*EXERCISE OBJECTIVE:* Note each line of the listing that contains the string "lane", and copy it.

START RECORDS FOR THE EXERCISE

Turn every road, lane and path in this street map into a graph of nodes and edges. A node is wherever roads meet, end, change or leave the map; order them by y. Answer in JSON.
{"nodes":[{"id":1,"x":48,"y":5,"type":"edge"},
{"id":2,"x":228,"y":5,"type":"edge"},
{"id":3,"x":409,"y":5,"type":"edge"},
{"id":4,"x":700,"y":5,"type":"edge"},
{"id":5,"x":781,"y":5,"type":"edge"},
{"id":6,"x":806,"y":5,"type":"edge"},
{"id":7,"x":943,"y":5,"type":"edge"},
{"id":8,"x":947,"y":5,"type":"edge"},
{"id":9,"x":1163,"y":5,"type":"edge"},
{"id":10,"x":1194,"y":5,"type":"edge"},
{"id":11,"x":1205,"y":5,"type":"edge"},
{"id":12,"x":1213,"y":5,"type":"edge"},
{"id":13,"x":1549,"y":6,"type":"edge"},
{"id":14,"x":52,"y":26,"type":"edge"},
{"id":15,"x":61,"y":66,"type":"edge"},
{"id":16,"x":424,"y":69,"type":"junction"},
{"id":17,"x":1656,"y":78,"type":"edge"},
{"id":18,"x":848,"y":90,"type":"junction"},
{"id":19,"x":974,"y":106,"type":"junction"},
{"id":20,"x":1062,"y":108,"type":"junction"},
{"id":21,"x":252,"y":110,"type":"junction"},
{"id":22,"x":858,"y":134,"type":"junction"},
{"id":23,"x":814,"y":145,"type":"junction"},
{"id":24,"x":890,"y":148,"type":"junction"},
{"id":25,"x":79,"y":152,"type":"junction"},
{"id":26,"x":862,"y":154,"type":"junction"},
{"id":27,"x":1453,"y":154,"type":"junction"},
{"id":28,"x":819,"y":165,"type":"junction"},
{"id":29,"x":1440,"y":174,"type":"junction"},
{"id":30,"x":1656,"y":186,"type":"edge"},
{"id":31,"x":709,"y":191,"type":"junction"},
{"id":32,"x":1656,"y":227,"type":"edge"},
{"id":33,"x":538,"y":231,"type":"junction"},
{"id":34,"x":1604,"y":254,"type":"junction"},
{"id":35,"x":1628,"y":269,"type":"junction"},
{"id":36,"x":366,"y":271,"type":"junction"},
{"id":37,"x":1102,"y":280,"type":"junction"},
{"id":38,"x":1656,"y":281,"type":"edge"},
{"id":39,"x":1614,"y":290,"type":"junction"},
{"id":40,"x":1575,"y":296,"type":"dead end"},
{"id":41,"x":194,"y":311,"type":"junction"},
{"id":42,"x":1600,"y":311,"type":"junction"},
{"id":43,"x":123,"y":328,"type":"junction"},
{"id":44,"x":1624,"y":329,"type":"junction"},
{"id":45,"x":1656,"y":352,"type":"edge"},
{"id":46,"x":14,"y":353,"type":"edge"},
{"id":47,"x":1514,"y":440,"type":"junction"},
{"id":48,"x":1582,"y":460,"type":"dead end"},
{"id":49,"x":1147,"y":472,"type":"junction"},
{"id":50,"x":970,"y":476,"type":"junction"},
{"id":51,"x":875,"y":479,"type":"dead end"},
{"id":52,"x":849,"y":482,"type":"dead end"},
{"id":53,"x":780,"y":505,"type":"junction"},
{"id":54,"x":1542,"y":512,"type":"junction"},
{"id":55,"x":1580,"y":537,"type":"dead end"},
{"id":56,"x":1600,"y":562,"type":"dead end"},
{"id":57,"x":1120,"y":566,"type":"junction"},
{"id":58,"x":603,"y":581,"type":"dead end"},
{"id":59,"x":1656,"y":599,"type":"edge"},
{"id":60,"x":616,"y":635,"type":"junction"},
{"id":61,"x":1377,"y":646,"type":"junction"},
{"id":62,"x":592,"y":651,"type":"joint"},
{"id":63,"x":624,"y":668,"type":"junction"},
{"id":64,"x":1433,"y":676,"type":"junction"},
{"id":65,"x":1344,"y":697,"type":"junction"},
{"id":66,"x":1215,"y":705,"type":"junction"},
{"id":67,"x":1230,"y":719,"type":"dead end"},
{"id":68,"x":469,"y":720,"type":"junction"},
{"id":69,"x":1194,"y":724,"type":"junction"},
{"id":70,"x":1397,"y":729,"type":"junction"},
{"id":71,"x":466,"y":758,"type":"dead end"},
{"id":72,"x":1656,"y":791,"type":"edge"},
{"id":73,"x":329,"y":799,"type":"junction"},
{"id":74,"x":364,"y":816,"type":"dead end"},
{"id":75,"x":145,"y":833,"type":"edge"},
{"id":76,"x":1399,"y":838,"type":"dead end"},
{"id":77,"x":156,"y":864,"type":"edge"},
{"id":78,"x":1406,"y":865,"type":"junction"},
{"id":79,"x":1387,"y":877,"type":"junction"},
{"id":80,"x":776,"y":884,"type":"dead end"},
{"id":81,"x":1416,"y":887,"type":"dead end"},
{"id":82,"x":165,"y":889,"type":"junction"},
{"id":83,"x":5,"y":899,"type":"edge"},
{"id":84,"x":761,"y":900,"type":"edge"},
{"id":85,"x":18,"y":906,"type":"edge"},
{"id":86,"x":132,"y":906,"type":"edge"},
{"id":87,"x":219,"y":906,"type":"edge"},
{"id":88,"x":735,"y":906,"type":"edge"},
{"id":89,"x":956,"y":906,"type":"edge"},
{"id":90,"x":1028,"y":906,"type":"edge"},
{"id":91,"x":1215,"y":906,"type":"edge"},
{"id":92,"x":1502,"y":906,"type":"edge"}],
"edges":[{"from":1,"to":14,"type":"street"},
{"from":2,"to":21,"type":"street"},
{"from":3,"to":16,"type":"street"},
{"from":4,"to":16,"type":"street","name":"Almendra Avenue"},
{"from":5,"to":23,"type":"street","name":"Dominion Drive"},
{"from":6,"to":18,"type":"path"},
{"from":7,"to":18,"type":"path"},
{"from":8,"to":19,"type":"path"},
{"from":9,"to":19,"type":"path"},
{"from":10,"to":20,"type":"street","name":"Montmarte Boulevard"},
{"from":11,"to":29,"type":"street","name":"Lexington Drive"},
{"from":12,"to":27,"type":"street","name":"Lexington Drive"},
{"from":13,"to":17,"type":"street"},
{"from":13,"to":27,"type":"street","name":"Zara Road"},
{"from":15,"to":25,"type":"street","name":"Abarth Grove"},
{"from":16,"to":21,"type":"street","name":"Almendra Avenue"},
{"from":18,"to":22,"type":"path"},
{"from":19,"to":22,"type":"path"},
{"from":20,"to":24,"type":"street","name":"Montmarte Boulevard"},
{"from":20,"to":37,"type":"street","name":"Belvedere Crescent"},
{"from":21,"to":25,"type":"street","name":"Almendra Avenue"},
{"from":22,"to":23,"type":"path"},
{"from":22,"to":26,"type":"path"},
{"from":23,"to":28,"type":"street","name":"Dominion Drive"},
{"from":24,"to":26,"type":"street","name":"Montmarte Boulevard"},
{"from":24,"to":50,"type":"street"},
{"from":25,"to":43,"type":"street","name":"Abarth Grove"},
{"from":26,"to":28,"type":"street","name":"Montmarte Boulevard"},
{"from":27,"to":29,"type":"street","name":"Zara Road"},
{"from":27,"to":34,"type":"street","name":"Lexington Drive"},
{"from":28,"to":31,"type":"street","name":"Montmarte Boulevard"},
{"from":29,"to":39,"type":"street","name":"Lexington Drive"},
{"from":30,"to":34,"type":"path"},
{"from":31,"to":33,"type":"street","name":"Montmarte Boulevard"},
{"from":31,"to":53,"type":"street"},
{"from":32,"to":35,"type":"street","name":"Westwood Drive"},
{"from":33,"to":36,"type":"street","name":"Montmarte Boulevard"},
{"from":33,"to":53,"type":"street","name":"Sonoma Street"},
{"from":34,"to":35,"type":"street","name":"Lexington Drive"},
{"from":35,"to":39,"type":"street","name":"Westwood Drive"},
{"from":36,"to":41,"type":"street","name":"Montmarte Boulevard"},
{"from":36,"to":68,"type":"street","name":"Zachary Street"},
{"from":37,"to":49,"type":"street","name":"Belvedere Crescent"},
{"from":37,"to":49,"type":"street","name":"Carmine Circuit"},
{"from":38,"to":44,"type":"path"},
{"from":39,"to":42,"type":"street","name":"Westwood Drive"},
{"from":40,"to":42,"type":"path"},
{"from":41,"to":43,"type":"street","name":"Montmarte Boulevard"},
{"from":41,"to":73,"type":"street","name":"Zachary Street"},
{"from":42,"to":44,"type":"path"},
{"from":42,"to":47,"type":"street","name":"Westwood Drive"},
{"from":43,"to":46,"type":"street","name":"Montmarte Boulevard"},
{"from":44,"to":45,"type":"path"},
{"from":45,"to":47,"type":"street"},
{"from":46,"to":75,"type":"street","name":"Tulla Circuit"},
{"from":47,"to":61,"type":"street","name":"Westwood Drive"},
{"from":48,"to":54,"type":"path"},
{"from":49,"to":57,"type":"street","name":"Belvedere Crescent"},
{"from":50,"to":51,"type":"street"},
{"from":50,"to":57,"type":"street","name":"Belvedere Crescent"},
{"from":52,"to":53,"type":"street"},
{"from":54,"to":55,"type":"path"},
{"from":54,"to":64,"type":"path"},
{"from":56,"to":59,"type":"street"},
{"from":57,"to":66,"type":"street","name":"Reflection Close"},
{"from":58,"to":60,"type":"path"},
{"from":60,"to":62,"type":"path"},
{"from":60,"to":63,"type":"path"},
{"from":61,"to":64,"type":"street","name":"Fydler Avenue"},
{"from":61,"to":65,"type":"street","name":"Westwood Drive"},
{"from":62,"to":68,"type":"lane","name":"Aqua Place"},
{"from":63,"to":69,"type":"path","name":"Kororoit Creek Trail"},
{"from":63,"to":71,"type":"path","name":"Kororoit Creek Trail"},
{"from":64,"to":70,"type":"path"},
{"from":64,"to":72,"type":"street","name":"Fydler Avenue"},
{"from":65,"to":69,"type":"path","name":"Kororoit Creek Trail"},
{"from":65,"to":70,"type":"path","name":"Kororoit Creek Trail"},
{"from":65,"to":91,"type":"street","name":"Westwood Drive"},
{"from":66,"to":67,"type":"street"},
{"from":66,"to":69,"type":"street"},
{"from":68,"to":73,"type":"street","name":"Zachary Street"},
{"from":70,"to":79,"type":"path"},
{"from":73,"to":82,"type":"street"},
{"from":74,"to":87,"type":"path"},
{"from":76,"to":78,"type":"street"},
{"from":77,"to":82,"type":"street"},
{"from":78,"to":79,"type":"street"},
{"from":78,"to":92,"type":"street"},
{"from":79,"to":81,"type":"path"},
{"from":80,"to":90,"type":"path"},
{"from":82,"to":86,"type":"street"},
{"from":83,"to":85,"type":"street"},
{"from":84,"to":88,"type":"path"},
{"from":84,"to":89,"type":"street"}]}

END RECORDS FOR THE EXERCISE

*ANSWER TO THIS EXERCISE:*
Turn every road, lane and path in this street map into a graph of nodes and edges. A node is wherever roads meet, end, change or leave the map; order them by y. Answer in JSON.
{"from":62,"to":68,"type":"lane","name":"Aqua Place"},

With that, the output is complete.